EXERCISE OBJECTIVE
Pick out the lines below with "shadow" and list them.

GIVEN RECORDS
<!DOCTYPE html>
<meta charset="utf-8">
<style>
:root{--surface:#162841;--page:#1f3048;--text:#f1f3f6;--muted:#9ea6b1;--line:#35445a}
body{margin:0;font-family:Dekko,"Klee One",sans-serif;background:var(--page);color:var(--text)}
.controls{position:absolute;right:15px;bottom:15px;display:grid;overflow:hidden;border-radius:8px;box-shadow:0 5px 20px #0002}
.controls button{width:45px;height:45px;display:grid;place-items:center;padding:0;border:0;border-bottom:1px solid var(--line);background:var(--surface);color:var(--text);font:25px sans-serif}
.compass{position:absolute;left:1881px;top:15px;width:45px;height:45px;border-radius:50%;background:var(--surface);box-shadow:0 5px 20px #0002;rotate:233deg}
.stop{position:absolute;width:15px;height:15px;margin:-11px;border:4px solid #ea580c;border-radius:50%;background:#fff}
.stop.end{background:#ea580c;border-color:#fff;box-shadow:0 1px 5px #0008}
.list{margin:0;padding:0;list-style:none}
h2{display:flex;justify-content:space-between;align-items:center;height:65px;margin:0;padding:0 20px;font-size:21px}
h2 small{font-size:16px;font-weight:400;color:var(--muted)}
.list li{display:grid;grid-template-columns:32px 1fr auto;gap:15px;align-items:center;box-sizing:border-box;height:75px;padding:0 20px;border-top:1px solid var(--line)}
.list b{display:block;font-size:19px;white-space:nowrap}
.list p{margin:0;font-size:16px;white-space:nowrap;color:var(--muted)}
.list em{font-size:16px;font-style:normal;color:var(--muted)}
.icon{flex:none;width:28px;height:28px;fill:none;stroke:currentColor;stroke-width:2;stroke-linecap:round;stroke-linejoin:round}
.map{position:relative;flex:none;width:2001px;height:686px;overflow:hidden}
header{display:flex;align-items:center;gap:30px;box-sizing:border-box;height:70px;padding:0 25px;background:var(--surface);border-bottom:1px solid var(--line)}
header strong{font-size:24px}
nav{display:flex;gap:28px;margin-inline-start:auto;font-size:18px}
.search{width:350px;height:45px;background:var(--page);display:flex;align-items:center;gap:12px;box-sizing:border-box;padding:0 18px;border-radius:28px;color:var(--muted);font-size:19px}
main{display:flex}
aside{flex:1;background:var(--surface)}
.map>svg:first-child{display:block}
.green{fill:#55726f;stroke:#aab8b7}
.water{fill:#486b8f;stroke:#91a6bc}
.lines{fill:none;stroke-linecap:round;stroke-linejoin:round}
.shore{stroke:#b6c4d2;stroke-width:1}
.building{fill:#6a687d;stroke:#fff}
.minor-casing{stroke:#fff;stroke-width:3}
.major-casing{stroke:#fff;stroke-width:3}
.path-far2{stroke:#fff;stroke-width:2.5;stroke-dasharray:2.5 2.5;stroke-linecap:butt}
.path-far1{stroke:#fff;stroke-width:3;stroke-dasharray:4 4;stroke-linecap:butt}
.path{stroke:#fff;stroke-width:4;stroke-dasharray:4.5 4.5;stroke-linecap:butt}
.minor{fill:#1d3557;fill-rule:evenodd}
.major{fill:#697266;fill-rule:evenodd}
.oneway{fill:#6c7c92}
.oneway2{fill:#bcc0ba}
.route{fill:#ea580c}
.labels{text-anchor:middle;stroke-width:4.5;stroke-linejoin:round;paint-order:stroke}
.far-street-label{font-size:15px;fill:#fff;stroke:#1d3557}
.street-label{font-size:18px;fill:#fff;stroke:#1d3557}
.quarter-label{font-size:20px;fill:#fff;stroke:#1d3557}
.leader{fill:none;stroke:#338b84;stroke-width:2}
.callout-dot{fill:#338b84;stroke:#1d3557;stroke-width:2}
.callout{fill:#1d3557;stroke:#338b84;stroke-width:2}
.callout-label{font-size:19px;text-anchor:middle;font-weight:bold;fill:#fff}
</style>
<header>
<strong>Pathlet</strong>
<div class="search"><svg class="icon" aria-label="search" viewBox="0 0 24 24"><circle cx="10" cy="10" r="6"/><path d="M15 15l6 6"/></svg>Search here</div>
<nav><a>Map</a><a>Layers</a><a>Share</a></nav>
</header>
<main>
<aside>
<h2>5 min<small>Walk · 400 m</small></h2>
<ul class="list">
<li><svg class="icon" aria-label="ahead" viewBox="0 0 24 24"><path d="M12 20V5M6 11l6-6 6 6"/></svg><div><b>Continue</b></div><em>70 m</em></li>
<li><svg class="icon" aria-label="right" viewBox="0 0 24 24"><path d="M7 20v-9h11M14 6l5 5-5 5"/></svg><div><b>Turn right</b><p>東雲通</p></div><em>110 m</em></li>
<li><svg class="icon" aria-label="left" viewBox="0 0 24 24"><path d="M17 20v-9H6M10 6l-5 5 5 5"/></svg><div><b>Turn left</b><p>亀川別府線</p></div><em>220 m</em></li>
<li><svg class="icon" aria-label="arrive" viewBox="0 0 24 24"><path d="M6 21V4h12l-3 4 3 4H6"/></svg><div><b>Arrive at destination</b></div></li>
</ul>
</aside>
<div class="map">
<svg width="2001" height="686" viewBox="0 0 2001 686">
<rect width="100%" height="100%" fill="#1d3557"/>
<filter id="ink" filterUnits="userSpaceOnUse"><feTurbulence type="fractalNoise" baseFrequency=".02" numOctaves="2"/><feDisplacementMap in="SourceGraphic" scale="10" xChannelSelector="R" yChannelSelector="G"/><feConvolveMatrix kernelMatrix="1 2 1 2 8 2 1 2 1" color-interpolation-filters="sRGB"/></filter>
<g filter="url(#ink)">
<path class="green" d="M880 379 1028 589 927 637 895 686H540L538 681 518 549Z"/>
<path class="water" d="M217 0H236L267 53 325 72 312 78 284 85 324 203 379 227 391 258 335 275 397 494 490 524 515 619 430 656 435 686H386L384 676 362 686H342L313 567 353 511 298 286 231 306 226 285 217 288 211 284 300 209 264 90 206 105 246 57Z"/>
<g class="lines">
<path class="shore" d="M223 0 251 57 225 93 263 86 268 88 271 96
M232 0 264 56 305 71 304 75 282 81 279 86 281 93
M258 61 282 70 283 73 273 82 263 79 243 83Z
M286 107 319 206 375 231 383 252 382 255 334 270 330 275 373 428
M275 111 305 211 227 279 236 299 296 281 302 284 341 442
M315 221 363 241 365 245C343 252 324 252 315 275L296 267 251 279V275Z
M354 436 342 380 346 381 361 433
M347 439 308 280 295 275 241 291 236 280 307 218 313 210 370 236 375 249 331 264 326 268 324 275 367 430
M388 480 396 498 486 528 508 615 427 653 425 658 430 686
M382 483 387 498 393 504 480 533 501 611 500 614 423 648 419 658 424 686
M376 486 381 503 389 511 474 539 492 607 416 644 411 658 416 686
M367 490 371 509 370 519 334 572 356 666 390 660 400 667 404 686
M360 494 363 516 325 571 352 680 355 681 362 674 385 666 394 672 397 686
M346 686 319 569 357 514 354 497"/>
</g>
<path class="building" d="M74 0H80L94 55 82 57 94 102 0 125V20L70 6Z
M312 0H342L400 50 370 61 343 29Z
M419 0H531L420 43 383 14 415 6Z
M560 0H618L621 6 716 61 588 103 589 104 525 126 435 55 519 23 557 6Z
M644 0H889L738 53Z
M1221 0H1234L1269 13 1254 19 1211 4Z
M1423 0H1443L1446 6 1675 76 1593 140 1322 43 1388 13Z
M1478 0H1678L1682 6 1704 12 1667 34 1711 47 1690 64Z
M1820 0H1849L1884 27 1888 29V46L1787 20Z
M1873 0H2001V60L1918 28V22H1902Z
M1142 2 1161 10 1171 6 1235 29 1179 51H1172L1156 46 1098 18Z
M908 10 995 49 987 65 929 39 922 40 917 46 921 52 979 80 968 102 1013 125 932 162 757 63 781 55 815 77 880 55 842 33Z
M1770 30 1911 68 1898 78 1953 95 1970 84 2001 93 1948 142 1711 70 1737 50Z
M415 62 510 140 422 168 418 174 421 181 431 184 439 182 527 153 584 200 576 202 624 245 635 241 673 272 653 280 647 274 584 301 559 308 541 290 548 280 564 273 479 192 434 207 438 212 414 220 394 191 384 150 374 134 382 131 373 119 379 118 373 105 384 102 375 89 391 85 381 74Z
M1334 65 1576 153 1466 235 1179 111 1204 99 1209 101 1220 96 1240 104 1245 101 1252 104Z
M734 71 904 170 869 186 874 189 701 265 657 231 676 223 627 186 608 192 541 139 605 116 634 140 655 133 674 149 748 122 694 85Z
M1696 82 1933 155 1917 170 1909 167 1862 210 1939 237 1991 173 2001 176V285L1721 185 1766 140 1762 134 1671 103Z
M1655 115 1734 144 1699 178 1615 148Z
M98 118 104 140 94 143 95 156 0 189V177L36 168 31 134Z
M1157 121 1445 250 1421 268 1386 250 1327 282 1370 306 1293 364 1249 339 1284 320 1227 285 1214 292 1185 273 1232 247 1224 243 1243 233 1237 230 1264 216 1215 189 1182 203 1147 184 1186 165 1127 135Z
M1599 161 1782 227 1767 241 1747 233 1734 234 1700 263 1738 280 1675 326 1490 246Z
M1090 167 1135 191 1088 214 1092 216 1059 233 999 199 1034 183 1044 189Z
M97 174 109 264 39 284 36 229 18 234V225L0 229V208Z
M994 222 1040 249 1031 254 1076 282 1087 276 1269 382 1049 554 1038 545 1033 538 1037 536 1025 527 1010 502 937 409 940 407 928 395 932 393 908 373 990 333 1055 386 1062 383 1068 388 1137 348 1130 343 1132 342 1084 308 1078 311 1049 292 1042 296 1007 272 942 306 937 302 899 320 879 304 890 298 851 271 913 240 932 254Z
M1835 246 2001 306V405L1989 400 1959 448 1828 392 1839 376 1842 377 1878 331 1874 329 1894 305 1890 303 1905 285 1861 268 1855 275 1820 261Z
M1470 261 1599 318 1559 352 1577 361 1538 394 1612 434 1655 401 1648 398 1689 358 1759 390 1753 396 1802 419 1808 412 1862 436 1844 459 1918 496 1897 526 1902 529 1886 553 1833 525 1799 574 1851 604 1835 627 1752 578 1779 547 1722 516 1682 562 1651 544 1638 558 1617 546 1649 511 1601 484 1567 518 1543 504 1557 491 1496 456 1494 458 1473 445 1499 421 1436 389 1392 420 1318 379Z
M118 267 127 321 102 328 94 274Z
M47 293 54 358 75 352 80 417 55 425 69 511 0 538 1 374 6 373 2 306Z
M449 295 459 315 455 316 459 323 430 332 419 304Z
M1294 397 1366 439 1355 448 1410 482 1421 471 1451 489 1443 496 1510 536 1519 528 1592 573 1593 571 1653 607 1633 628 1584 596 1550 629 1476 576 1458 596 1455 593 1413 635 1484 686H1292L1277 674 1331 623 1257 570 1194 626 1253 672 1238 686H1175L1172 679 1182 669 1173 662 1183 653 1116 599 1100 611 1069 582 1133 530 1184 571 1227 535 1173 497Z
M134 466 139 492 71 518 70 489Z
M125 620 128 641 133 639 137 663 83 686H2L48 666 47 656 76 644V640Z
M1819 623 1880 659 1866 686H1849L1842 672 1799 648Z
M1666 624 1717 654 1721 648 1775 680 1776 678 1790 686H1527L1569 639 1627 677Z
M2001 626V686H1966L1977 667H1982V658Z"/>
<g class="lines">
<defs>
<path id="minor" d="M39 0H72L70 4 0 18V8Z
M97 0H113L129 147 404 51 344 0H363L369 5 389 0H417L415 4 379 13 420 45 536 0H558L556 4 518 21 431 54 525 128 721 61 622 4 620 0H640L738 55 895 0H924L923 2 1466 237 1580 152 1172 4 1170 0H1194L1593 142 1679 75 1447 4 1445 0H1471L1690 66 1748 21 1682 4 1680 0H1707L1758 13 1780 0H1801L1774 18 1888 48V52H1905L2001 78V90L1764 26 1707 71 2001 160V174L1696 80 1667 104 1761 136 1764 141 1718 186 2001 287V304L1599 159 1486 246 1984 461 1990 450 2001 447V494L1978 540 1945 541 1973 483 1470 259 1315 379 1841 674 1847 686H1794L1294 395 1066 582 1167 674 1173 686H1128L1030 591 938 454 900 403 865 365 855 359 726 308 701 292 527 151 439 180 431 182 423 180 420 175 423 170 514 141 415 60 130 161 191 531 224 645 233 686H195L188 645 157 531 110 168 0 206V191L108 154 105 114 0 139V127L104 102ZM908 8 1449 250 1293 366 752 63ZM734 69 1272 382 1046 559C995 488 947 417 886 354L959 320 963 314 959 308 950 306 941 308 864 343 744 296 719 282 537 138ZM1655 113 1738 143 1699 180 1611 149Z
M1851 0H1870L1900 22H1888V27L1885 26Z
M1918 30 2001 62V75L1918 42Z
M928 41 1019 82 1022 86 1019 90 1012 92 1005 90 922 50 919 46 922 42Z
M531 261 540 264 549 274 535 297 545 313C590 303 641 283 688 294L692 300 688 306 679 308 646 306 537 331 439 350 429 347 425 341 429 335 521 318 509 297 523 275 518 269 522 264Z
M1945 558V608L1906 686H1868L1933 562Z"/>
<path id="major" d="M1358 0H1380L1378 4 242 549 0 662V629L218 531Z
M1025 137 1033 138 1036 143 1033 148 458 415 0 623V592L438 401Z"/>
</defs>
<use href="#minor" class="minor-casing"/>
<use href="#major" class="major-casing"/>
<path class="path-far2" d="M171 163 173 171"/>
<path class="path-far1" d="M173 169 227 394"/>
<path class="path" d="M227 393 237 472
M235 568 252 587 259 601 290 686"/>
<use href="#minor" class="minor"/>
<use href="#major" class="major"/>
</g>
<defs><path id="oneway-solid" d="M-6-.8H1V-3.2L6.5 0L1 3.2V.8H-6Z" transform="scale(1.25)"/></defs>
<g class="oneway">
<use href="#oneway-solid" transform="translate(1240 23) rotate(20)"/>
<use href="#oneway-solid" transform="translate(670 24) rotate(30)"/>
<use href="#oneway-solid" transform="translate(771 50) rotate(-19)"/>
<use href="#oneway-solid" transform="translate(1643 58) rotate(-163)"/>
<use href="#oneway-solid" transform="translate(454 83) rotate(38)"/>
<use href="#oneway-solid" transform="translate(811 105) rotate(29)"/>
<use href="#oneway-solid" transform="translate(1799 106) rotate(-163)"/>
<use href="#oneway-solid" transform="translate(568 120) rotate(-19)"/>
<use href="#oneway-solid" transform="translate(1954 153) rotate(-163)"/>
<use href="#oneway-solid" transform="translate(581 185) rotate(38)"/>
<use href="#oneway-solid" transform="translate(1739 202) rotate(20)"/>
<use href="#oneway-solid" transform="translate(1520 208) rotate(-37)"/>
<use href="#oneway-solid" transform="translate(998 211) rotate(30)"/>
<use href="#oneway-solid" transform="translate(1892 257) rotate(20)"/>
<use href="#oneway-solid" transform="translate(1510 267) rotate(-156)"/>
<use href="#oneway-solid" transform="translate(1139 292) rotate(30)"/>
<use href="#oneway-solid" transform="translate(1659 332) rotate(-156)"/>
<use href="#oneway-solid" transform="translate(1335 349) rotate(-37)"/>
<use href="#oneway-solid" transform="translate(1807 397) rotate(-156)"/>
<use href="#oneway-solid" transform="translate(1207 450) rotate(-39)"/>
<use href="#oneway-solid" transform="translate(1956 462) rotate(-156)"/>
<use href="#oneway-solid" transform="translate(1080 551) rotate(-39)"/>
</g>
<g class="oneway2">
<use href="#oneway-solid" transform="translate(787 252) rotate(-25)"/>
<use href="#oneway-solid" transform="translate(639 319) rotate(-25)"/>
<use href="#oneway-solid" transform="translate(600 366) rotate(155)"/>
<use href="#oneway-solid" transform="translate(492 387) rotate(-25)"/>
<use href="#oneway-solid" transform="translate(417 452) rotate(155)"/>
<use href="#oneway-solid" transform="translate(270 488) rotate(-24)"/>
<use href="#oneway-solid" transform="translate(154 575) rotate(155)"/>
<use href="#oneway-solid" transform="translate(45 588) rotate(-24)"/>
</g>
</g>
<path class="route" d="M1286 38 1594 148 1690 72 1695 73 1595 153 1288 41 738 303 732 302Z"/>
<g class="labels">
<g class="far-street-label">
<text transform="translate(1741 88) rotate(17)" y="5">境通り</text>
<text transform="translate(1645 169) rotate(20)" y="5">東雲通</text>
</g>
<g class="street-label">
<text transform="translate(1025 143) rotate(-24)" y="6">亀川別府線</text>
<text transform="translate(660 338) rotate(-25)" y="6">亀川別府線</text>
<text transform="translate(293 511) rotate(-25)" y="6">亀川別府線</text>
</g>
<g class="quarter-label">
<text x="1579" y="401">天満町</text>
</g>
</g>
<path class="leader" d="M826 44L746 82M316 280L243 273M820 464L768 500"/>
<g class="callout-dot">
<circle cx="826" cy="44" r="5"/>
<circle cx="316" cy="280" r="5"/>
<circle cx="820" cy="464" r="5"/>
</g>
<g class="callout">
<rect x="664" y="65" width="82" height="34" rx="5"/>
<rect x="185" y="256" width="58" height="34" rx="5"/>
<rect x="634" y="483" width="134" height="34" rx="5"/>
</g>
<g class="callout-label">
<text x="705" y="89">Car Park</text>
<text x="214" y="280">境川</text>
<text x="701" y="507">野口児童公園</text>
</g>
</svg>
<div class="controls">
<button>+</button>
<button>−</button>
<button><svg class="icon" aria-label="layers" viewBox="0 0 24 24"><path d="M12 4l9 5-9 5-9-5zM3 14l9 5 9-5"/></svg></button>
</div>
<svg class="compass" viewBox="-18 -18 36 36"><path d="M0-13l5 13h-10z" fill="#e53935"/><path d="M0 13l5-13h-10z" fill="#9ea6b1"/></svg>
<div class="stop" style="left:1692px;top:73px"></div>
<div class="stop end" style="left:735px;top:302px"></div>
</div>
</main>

ANSWER TO THE PROBLEM
.controls{position:absolute;right:15px;bottom:15px;display:grid;overflow:hidden;border-radius:8px;box-shadow:0 5px 20px #0002}
.compass{position:absolute;left:1881px;top:15px;width:45px;height:45px;border-radius:50%;background:var(--surface);box-shadow:0 5px 20px #0002;rotate:233deg}
.stop.end{background:#ea580c;border-color:#fff;box-shadow:0 1px 5px #0008}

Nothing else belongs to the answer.